Although it was once thought that Zn assisted in the binding of histamine in the granule by a chelating action, Bergqvist et al. (1971), after recording 16mmol Znmg’1 dried granules, considered this amount too low to explain such an effect, and thought it more likely that the Zn originates from granule enzymes. The mean Zn concentration recorded in this study (10 ± 1 mmol kg-1 dry wt) is slightly lower than that of Bergqvist et al. (1971), but the group of‘high S: K ratio’ granules had a mean value of 14 ± 2 mmol kg-1 dry wt, which is quite a close agreement.

If the cells with high and variable granule ratios are immature, then immature granules may have a wide variation in their K content, and it appears that with maturity the S: K ratio approaches 1·0. This narrow range of ratios in the majority of granules implies a functional role for K in binding anions.

Until the identification of a basic granule protein (Lagunoff et al. 1964; Bergqvist et al. 1971) it was generally assumed that heparin was bound to histamine or other amines in the granule.

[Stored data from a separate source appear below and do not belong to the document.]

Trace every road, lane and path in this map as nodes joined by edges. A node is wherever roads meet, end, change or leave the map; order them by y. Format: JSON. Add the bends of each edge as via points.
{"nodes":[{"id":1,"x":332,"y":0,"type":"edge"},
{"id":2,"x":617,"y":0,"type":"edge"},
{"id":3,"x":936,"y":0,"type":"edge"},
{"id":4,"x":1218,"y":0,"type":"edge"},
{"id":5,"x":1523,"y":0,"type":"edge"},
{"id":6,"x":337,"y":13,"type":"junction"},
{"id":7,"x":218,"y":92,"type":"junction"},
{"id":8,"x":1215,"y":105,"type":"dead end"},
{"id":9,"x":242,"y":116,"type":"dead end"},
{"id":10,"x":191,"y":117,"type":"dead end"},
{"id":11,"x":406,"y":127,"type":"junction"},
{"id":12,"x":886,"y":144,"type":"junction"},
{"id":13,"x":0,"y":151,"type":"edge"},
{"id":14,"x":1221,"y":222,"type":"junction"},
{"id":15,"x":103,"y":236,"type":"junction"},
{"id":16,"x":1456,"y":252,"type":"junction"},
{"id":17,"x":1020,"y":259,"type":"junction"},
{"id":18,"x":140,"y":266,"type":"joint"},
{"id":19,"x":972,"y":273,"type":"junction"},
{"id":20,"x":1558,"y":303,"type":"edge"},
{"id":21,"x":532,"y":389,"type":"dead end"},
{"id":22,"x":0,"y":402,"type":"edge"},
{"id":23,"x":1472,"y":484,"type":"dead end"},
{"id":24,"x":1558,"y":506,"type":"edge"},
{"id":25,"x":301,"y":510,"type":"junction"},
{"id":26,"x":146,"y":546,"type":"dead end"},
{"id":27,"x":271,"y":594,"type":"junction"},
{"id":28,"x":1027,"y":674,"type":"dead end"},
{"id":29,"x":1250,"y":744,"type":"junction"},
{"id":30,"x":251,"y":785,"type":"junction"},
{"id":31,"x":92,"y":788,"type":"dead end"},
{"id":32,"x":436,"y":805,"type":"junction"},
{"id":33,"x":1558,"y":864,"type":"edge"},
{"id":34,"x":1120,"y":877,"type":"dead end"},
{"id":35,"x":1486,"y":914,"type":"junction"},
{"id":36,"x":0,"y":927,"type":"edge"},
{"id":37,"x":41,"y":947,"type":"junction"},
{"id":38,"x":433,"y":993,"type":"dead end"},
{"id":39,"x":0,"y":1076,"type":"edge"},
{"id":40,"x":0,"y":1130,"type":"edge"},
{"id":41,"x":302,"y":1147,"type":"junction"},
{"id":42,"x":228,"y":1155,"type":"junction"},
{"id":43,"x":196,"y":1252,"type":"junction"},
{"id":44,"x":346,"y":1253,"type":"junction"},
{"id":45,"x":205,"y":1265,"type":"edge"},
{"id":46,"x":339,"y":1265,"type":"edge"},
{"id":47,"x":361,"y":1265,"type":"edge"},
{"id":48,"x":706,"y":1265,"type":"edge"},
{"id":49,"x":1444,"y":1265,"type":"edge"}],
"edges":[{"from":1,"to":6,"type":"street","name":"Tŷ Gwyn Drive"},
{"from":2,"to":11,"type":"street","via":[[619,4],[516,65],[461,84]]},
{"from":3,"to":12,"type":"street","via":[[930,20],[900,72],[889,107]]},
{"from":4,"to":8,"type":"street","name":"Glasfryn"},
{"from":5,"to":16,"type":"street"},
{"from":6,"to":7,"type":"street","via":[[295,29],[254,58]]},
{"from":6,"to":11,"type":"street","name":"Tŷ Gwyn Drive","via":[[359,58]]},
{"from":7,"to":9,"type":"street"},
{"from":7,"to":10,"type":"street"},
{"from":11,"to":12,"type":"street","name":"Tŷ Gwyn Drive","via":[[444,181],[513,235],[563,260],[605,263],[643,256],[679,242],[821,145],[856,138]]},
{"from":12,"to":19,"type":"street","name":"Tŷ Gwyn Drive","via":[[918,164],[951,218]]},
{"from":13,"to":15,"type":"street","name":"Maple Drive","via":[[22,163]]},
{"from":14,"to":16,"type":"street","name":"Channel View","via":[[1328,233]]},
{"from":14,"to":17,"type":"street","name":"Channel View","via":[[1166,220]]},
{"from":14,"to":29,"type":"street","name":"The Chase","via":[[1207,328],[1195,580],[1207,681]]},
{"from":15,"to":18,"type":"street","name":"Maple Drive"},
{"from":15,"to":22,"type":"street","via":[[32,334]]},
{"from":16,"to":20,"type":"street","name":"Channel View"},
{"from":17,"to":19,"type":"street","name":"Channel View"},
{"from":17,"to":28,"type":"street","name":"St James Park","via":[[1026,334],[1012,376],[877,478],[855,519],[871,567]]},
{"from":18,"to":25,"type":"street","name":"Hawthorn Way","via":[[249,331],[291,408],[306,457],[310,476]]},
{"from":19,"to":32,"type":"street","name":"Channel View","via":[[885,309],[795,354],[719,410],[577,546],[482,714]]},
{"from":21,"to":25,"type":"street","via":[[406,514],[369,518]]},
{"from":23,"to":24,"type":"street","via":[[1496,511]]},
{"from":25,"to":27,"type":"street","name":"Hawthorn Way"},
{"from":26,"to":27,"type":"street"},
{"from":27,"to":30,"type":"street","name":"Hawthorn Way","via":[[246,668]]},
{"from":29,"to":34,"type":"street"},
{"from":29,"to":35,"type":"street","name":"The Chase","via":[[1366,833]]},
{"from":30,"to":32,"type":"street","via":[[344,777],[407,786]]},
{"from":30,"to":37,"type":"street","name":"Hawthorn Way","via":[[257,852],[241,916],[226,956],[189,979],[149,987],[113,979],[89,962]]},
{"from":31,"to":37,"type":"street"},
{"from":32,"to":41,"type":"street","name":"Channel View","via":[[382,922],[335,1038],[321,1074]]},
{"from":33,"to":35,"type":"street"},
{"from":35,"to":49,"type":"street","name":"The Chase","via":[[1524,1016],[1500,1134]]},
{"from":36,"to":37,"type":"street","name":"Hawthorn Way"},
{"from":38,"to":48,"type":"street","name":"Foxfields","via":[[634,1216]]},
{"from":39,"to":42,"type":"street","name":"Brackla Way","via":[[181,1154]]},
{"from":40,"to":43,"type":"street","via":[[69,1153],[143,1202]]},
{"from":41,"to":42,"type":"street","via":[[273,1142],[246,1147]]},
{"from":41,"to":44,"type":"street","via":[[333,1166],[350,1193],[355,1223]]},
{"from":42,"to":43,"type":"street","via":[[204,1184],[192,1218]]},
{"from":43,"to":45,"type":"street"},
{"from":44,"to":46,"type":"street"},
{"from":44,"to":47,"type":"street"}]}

The heparin-histamine complex is a stable salt, binding efficiently at pH 2–3, but at neutrality (probably nearer to the physiological pH) the binding capacity of heparin would account for only about 10% of the histamine. With a low molecular weight basic protein binding to heparin the terminal COO-group becomes the only group available for cation binding (Uvnäs et al. 1970; Uvnas & Aborg, 1977). Thus a ratio of S:cation should be 2:1 (or 0·5). This low ratio was not observed in terms of S: K in any granule and although the inclusion of other cations would improve the ratio, their contribution is not likely to be substantial.

A direct binding of K to heparin would give an S: K ratio of 1·5, but leave the roles of the protein and histamine unaccounted for. However, although ratios around 1–2 are commonly found in these studies, there is much variation from cell to cell in the observed granule ratios, and it is conceivable that there are a number of different possible ways in which the heparin, granule protein and histamine (or other amines) are arranged. Thus small changes in the relative proportions of any component - the production of more amines, for example - might then alter the binding patterns. This view would be in accord with the interpretation of the apparent increased sulphation of mast cell granules with age (increased carbohydrate moiety seen with dye reactions) as being caused by changes in dye-binding sites. A small measure of support for this is given by the similar mean S concentrations in the granules of highland low-ratio cells.

Finally, although granules isolated in non-ionic media appear to look like granules in vivo, this study shows that there could be differences in their composition. A loss of K in the isolation procedures would alter the binding of granule components and perhaps account for the instability of mast cell granules in the presence of cations after isolation.

This study prompts a new appraisal of heparin and histamine binding in the mast cell granules to take account of the high [K] observed. Some thoughts on the effect of releasing high K levels at degranulation are also necessary as the membrane permeability of surrounding cells could be greatly influenced by this event, if only for a brief period of time.

We thank the Sir Jules Thorn Charitable Trust for financial support to work on the thymus gland, and Mr Ian W. Morris for technical assistance.